Era a confirmação do fenômeno visto no Rio de Janeiro: na cidade da atriz Rafaela Azevedo, 12 mil pessoas assistiram ao espetáculo —que não teve patrocínio e foi feito por financiamento coletivo— em seis meses. Nesta semana, os ingressos para uma única apresentação marcada para o fim de julho em Belo Horizonte se esgotaram em menos de uma hora.
As plateias lotadas e majoritariamente femininas recebem o trabalho com gritos, gargalhadas e lágrimas. Já os homens (hétero), levados até ali por curiosidade ou incentivo das companheiras, se encolhem constrangidos. Com toda razão.
Fran, alter ego da roteirista e palhaça Rafaela, dá a eles o veneno que nós tomamos desde que nascemos.
Cínica, charmosa e sedutora, ela vive num mundo em que mulheres dominam, transformando homens em objetos de desejo e motivo de chacota. Como acontece no mundo real, só que ao contrário.

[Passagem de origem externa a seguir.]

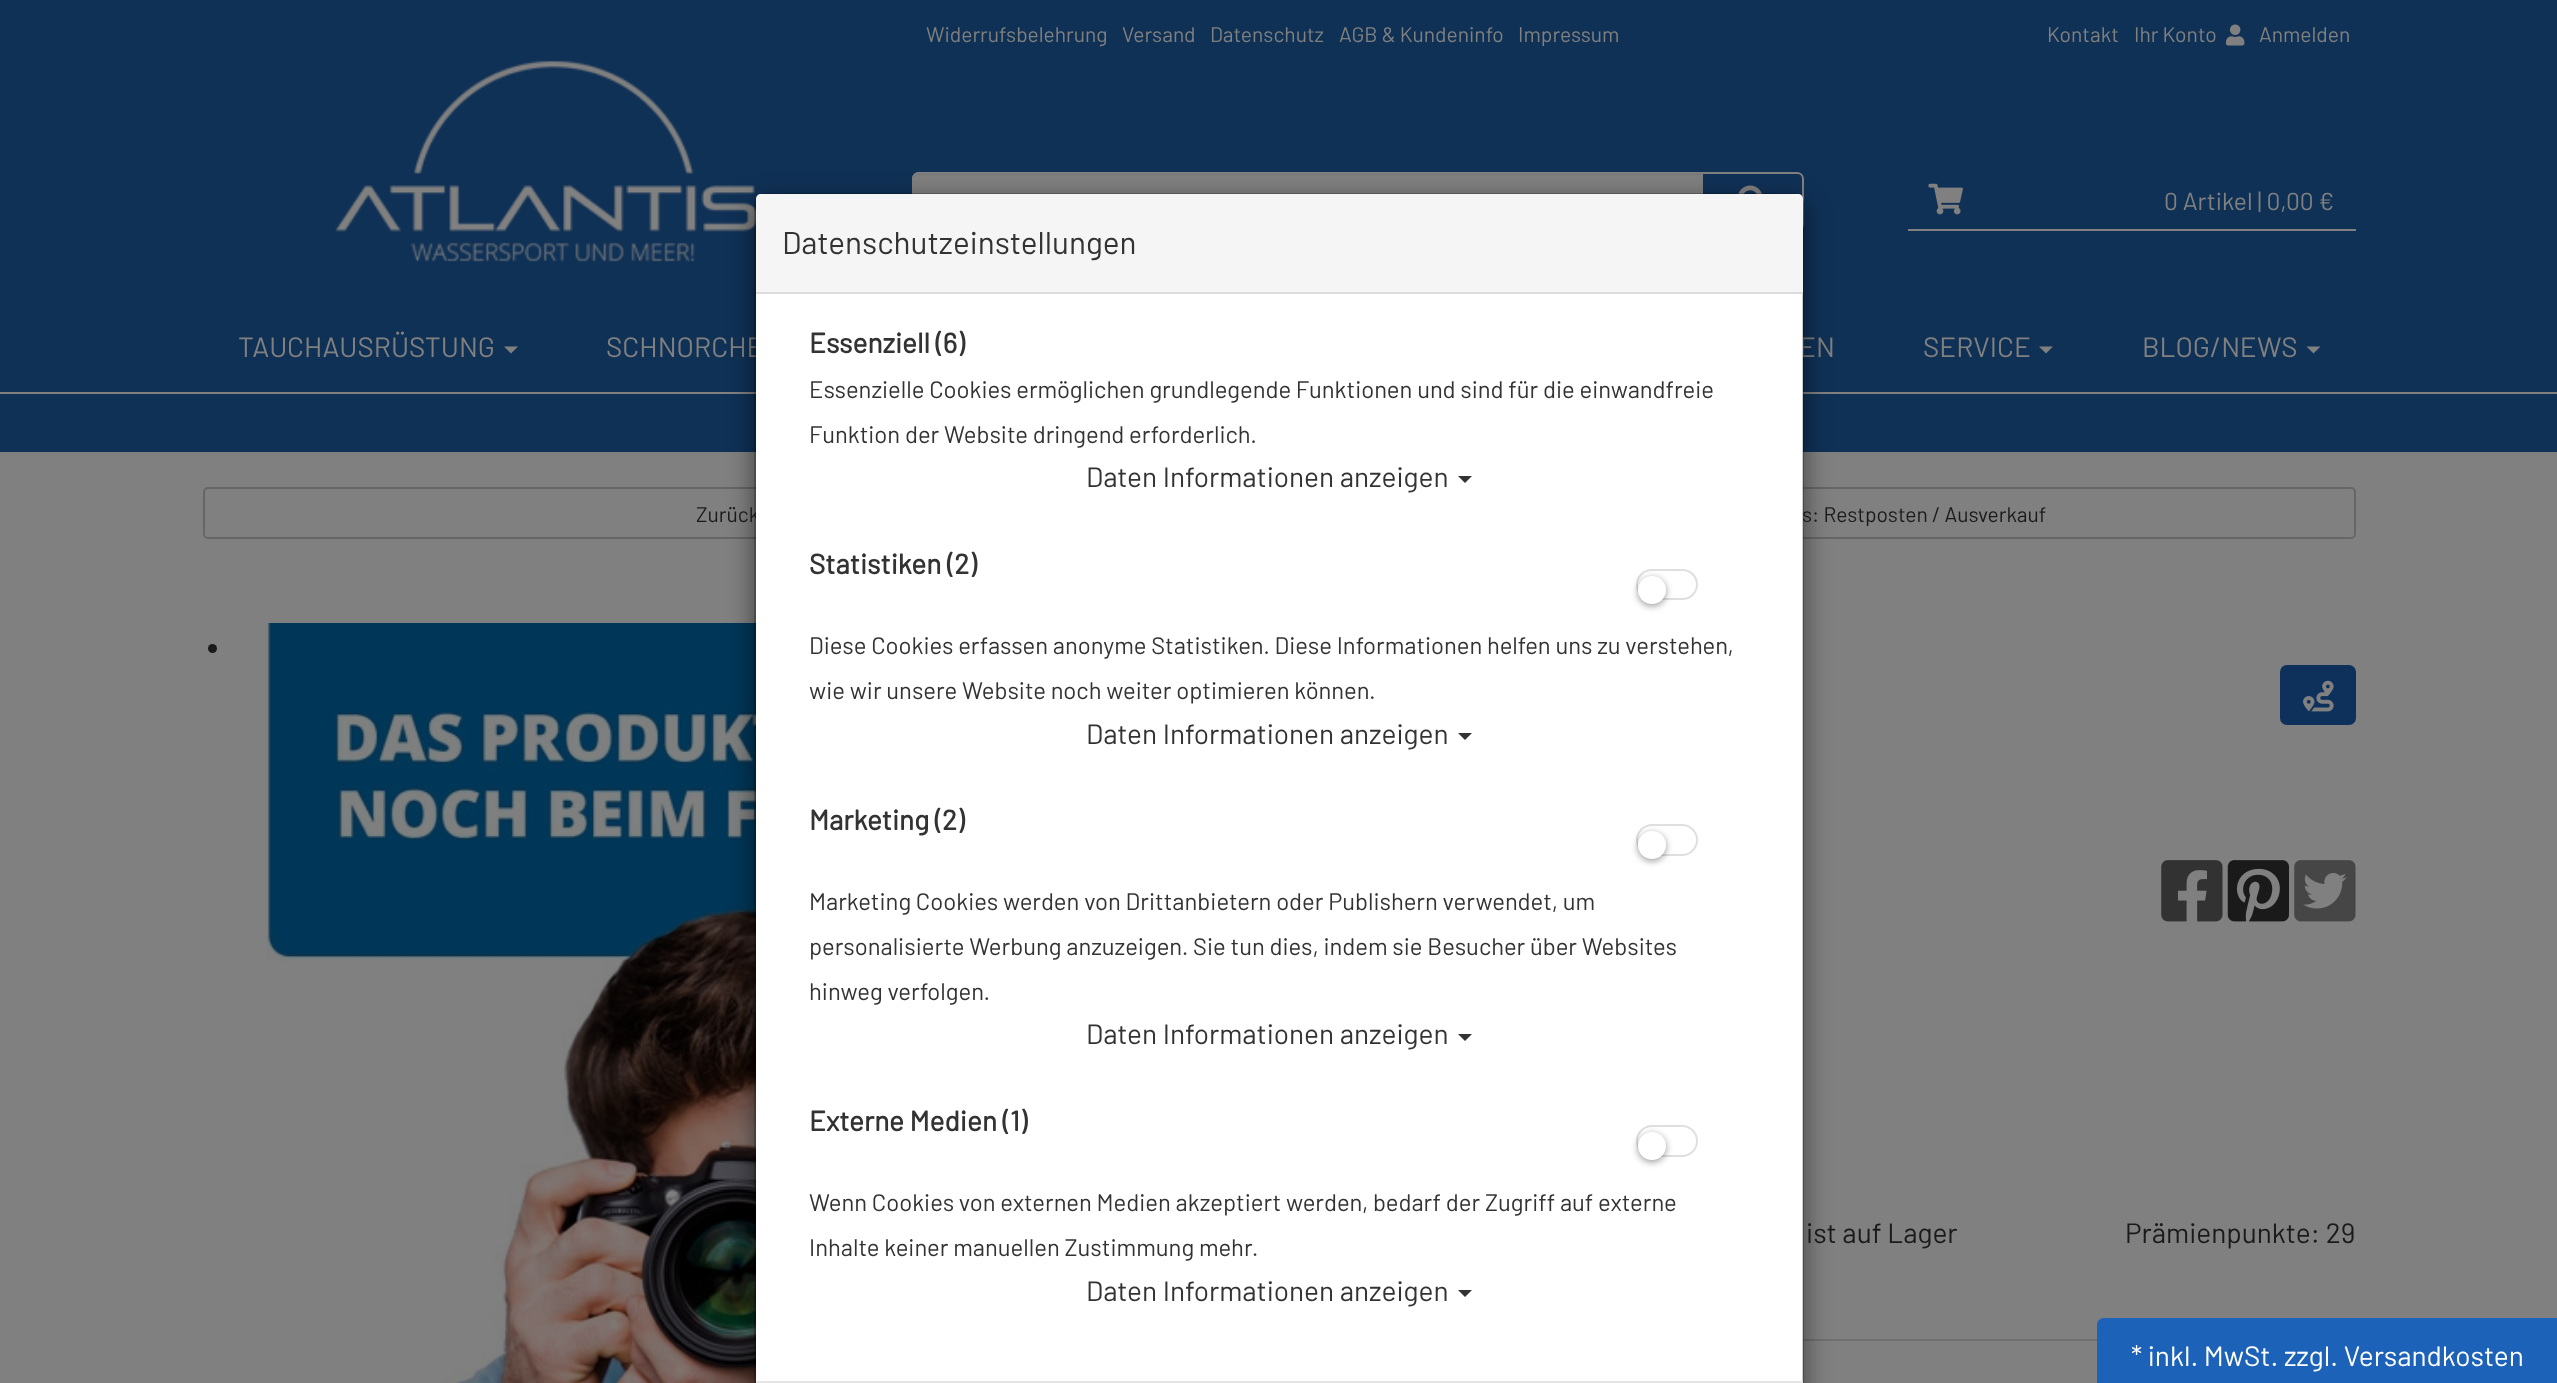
<svg xmlns="http://www.w3.org/2000/svg" width="2557" height="1383">
	<rect width="100%" height="100%" fill="#808080" />
	<rect x="0" y="0" width="2557" height="452" fill="#103156" />
	<g font-family="Barlow" font-size="21" fill="#808080">
		<text x="926" y="42">Widerrufsbelehrung</text>
		<text x="1122" y="42">Versand</text>
		<text x="1210" y="42">Datenschutz</text>
		<text x="1339" y="42">AGB &amp; Kundeninfo</text>
		<text x="1518" y="42">Impressum</text>
		<text x="2047" y="42">Kontakt</text>
		<text x="2134" y="42">Ihr Konto</text>
	</g>
	<image x="2226" y="24" width="19" height="22" href="assets/img1.png" />
	<text x="2259" y="42" font-family="Barlow" font-size="21" fill="#808080">Anmelden</text>
	<image x="335" y="60" width="421" height="202" href="assets/img2.png" />
	<path d="M919 172H1703V231H919C915 231 912 228 912 224V179C912 175 915 172 919 172Z" fill="#808080" />
	<path d="M919 175H1701V173H919C915 173 914 177 914 180C914 177 916 175 919 175Z" fill="#767676" />
	<path d="M919 173H1702V230H919C915.5 230 913 227.5 913 224V179C913 175.5 915.5 173 919 173Z" fill="none" stroke="#808080" stroke-width="2" />
	<path d="M1702 173H1797C1800.5 173 1803 175.5 1803 179V224C1803 227.5 1800.5 230 1797 230H1702Z" fill="none" stroke="#808080" stroke-width="2" />
	<image x="1738" y="185" width="24" height="9" href="assets/img3.png" />
	<rect x="1908" y="229" width="448" height="2" fill="#808080" />
	<image x="1928" y="183" width="35" height="32" href="assets/img4.png" />
	<text x="2164" y="210" font-family="Barlow" font-size="24.5" fill="#808080">0 Artikel | 0,00 €</text>
	<rect x="0" y="392" width="2557" height="2" fill="#808080" />
	<text x="238" y="357" font-family="Barlow" font-size="28" fill="#808080">TAUCHAUSRÜSTUNG</text>
	<path d="M504 346.5H518L511 353.5Z" fill="#808080" />
	<g font-family="Barlow" font-size="28" fill="#808080">
		<text x="606" y="357">SCHNORCHE</text>
		<text x="1799" y="357">EN</text>
		<text x="1923" y="357">SERVICE</text>
	</g>
	<path d="M2039 346.5H2053L2046 353.5Z" fill="#808080" />
	<text x="2142" y="357" font-family="Barlow" font-size="28" fill="#808080">BLOG/NEWS</text>
	<path d="M2306.5 346.5H2320.5L2313.5 353.5Z" fill="#808080" />
	<rect x="204" y="488" width="1048" height="50" rx="4" fill="none" stroke="#666666" stroke-width="2" />
	<rect x="1307" y="488" width="1048" height="50" rx="4" fill="none" stroke="#666666" stroke-width="2" />
	<image x="266" y="623" width="490" height="760" href="assets/img5.png" />
	<rect x="1307" y="1340" width="1048" height="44" fill="none" stroke="#6F6F6F" stroke-width="2" />
	<rect x="754" y="201" width="1050" height="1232" rx="11" fill="#000000" fill-opacity="0.5" filter="blur(13px)" />
	<text x="696" y="522" font-family="Barlow" font-size="21" fill="#1A1A1A">Zurück</text>
	<path d="M765 194H1794C1799 194 1803 198 1803 203V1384H756V203C756 198 760 194 765 194Z" fill="#FFFFFF" />
	<text x="1802" y="522" font-family="Barlow" font-size="21" fill="#1A1A1A">s: Restposten / Ausverkauf</text>
	<rect x="755" y="194" width="1048" height="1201" rx="10" fill="none" stroke="#000000" stroke-opacity="0.2" stroke-width="2" />
	<path d="M761 194H1798C1801 194 1803 196 1803 199V294H756V199C756 196 758 194 761 194Z" fill="#F5F5F5" />
	<rect x="756" y="292" width="1047" height="2" fill="#DDDDDD" />
	<text x="782" y="254" font-family="Barlow" font-size="31.5" fill="#333333">Datenschutzeinstellungen</text>
	<text x="809" y="353" font-family="Barlow" font-size="28" font-weight="700" fill="#333333">Essenziell (6)</text>
	<g font-family="Barlow" font-size="23.8" fill="#333333">
		<text x="809" y="398">Essenzielle Cookies ermöglichen grundlegende Funktionen und sind für die einwandfreie</text>
		<text x="809" y="443">Funktion der Website dringend erforderlich.</text>
	</g>
	<text x="1086" y="487" font-family="Barlow" font-size="28" fill="#333333">Daten Informationen anzeigen</text>
	<path d="M1458 476H1472L1465 483Z" fill="#333333" />
	<text x="809" y="574" font-family="Barlow" font-size="28" font-weight="700" fill="#333333">Statistiken (2)</text>
	<rect x="1637" y="570" width="60" height="29" rx="14.5" fill="none" stroke="#DFDFDF" stroke-width="2" />
	<rect x="1638" y="578" width="28" height="28" rx="14" fill="#000000" fill-opacity="0.4" filter="blur(3.5px)" />
	<circle cx="1652" cy="590" r="14" fill="#FFFFFF" />
	<g font-family="Barlow" font-size="23.8" fill="#333333">
		<text x="809" y="654">Diese Cookies erfassen anonyme Statistiken. Diese Informationen helfen uns zu verstehen,</text>
		<text x="809" y="699">wie wir unsere Website noch weiter optimieren können.</text>
	</g>
	<text x="1086" y="744" font-family="Barlow" font-size="28" fill="#333333">Daten Informationen anzeigen</text>
	<path d="M1458 733H1472L1465 740Z" fill="#333333" />
	<text x="809" y="830" font-family="Barlow" font-size="28" font-weight="700" fill="#333333">Marketing (2)</text>
	<rect x="1637" y="825" width="60" height="30" rx="15" fill="none" stroke="#DFDFDF" stroke-width="2" />
	<rect x="1638" y="833" width="28" height="28" rx="14" fill="#000000" fill-opacity="0.4" filter="blur(3.5px)" />
	<circle cx="1652" cy="845" r="14" fill="#FFFFFF" />
	<g font-family="Barlow" font-size="23.8" fill="#333333">
		<text x="809" y="910">Marketing Cookies werden von Drittanbietern oder Publishern verwendet, um</text>
		<text x="809" y="955">personalisierte Werbung anzuzeigen. Sie tun dies, indem sie Besucher über Websites</text>
		<text x="809" y="1000">hinweg verfolgen.</text>
	</g>
	<text x="1086" y="1044" font-family="Barlow" font-size="28" fill="#333333">Daten Informationen anzeigen</text>
	<path d="M1458 1034H1472L1465 1041Z" fill="#333333" />
	<text x="809" y="1131" font-family="Barlow" font-size="28" font-weight="700" fill="#333333">Externe Medien (1)</text>
	<rect x="1637" y="1126" width="60" height="30" rx="15" fill="none" stroke="#DFDFDF" stroke-width="2" />
	<rect x="1638" y="1134" width="28" height="28" rx="14" fill="#000000" fill-opacity="0.4" filter="blur(3.5px)" />
	<circle cx="1652" cy="1146" r="14" fill="#FFFFFF" />
	<g font-family="Barlow" font-size="23.8" fill="#333333">
		<text x="809" y="1211">Wenn Cookies von externen Medien akzeptiert werden, bedarf der Zugriff auf externe</text>
		<text x="809" y="1256">Inhalte keiner manuellen Zustimmung mehr.</text>
	</g>
	<text x="1086" y="1301" font-family="Barlow" font-size="28" fill="#333333">Daten Informationen anzeigen</text>
	<path d="M1458 1290H1472L1465 1297Z" fill="#333333" />
	<rect x="756" y="1381" width="1047" height="2" fill="#E5E5E5" />
	<circle cx="212.5" cy="648.5" r="4.5" fill="#1A1A1A" />
	<rect x="2281" y="666" width="74" height="58" rx="6" fill="#0E315C" stroke="#0E315C" stroke-width="2" />
	<image x="2303" y="680" width="31" height="32" href="assets/img6.png" />
	<image x="2161" y="860" width="62" height="62" href="assets/img7.png" />
	<image x="2227" y="860" width="62" height="62" href="assets/img8.png" />
	<image x="2294" y="860" width="62" height="62" href="assets/img9.png" />
	<g font-family="Barlow" font-size="28" fill="#1A1A1A">
		<text x="1806" y="1243">ist auf Lager</text>
		<text x="2125" y="1243">Prämienpunkte: 29</text>
	</g>
	<path d="M2104 1318H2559V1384H2097V1325C2097 1321 2100 1318 2104 1318Z" fill="#1C62B8" />
	<text x="2131" y="1366" font-family="Barlow" font-size="28" fill="#FFFFFF">* inkl. MwSt. zzgl. Versandkosten</text>
</svg>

O humor da palhaça escancara e inverte situações abusivas —sexuais e morais— que a protagonista já enfrentou. A misoginia no seu meio, historicamente dominado por homens, a fez romper com as tradições e buscar as suas próprias palhaçadas.
Como Rafaela/Fran diz, ela usa o humor para se comunicar com seu maior inimigo. E uma das armas é o ponto mais sensível dos homens: ela entra no palco empunhando um microfone em formato de pênis, mas um pênis de quase 40 cm. O sexo deles é o brinquedo dela.
Encarando a plateia, fantasiada de gorila, ela busca os machos com o olhar. E vai chegando perto, assertiva: quer ver se a roupa está marcando o que eles têm no meio das pernas. Se podem sentar perto um do outro. Se podem se acariciar. Ela gosta de ver os homens se beijando, se pegando. No limite, os subjuga para sentirem um pouco da violência que enfrentamos.
A quem acusa Rafaela/Fran de misandria, o ódio contra homens, ela explica que essa é uma falsa equivalência usada por quem não quer perder seus privilégios.
"Misandria não existe, não se equivale à misoginia. Por isso é humor. A misoginia existe, mulheres morrem diariamente apenas por serem mulheres", responde a atriz. "A gente sofre violência psíquica, emocional, física. Posso ser a maior palhaça, a atriz mais renomada, sempre vai ter um homem para me lembrar que eu sou uma mulher fazendo isso."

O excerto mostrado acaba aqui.